I’m especially bullish on his long-range shot — he’s just too smooth a shooter to only be making 30.8 percent of his three-pointers. Being in peak physical condition (something Embiid admitted wasn’t the case last season) should help his all-around game.

For Simmons, the jumper is the enormous elephant in the room. I think it’s reasonable to expect Simmons will add some sort of midrange game, and that he’ll be better than last season’s 56 percent mark from the free throw line. His 70.7 percent shooting from the charity stripe in the postseason is a positive sign.

Outside of shooting, there are plenty of other areas where Simmons should improve, including in the post.
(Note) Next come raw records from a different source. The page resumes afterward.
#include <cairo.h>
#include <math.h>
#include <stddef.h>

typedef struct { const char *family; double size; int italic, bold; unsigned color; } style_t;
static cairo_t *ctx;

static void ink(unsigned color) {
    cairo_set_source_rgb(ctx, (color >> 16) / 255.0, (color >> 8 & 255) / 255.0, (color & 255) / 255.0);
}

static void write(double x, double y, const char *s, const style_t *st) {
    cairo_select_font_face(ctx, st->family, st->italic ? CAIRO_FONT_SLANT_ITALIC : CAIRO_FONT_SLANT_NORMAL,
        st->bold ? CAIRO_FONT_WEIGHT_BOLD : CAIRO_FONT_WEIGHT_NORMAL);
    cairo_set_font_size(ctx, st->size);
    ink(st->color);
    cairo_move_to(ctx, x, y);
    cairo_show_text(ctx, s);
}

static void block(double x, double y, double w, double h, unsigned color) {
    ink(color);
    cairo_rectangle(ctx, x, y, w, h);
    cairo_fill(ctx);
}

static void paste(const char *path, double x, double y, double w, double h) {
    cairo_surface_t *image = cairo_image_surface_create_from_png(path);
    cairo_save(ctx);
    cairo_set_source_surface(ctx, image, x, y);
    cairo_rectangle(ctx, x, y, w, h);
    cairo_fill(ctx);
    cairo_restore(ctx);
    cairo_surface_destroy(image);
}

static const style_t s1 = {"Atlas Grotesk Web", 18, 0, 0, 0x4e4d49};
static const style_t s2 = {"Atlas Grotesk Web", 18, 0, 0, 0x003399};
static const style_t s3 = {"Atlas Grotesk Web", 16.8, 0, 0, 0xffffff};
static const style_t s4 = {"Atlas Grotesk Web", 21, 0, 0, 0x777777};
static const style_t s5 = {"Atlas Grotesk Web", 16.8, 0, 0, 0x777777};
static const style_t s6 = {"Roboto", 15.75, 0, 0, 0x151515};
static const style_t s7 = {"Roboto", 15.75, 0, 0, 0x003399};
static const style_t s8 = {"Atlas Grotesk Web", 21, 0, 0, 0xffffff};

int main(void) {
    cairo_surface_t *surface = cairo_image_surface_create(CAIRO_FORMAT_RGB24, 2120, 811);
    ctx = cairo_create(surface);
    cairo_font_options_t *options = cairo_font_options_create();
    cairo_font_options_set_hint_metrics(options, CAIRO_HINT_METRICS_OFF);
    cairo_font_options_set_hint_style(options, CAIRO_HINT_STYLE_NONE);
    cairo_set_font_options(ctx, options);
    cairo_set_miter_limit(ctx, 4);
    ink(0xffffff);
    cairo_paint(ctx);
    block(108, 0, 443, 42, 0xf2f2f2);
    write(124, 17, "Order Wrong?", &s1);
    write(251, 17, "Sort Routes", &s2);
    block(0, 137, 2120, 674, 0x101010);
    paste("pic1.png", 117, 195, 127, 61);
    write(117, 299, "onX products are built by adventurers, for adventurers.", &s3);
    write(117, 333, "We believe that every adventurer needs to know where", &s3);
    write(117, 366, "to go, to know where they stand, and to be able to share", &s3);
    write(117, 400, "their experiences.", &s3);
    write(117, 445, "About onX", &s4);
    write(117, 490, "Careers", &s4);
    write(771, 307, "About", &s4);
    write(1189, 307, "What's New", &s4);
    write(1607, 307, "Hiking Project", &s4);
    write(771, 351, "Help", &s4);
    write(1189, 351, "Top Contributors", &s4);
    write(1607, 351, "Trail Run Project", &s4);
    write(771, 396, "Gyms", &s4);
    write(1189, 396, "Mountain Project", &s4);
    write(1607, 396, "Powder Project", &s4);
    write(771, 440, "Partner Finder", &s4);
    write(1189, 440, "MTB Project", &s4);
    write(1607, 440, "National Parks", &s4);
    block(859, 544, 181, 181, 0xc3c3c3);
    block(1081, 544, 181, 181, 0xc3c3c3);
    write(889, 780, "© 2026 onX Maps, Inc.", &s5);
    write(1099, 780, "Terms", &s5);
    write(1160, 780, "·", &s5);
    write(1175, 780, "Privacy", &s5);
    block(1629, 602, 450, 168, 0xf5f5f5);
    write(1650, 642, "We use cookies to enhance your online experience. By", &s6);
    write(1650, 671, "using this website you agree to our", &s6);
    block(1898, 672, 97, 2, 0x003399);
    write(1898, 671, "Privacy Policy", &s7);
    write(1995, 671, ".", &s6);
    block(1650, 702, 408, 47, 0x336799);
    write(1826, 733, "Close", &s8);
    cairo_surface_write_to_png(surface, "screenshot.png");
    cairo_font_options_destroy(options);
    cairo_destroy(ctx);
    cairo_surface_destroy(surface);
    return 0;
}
Last season, Simmons averaged just 0.88 points per possession on postups, which was 17th percentile in the league. Simmons usually had the size advantage over opposing point guards, but he often settled for turnaround jump hooks or rushed up shots.

I give Simmons the slight edge here, mostly because of how easy he made posting 15.8 points, 8.2 assists and 8.1 rebounds per game without a jumper look … as a rookie. But I wouldn’t be surprised if Embiid, who has said he has MVP ambitions, is so dominant he makes me regret that pick.